--- Record extracts ---
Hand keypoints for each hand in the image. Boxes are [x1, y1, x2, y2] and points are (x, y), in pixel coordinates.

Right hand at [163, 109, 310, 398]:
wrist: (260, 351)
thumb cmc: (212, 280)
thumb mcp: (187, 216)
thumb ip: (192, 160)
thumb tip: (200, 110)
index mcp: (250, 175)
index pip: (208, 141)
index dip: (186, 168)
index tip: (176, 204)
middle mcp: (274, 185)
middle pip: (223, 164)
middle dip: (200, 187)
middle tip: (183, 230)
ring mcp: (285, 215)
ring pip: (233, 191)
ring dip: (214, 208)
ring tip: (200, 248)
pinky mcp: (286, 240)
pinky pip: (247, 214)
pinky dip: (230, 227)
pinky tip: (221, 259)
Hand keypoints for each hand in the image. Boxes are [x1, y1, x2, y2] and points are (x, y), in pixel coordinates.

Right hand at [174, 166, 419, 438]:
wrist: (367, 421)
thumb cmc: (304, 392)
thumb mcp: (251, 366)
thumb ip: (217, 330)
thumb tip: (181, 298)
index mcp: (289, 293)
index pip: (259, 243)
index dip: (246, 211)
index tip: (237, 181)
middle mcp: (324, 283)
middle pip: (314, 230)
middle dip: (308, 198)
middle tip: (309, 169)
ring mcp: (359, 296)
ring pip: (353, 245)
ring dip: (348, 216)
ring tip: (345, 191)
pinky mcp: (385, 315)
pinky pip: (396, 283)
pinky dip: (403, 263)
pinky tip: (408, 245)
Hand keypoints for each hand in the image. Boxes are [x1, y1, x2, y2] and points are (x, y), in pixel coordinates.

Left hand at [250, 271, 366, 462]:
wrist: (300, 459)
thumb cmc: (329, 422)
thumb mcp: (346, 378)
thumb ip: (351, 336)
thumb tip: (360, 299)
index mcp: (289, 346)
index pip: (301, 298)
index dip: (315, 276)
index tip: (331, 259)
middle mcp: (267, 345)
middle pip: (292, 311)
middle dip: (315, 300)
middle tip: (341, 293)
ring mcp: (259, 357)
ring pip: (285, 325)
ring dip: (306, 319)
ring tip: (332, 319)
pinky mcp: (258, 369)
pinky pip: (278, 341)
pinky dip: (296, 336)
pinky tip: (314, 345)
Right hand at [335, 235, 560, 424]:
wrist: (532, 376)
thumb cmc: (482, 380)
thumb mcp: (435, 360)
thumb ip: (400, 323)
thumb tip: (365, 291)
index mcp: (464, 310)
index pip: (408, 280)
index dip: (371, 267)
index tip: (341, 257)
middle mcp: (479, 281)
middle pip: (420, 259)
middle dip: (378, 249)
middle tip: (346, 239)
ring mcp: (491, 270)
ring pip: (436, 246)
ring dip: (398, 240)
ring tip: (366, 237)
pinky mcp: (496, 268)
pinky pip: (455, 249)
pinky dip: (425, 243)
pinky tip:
---
_What needs to be done_
Given the records above, return exactly the lines starting at the line containing "pinky dip: (296, 336)" and ending at the line containing "index tip: (341, 257)", including both.

_Exercise solution_
pinky dip: (296, 336)
pinky tip: (314, 345)
Right hand at [335, 235, 560, 424]:
wrist: (532, 376)
thumb cmc: (482, 380)
thumb mcp: (435, 360)
thumb ip: (400, 323)
thumb tip: (365, 291)
index mcp: (464, 310)
index pip: (408, 280)
index dip: (371, 267)
index tip: (341, 257)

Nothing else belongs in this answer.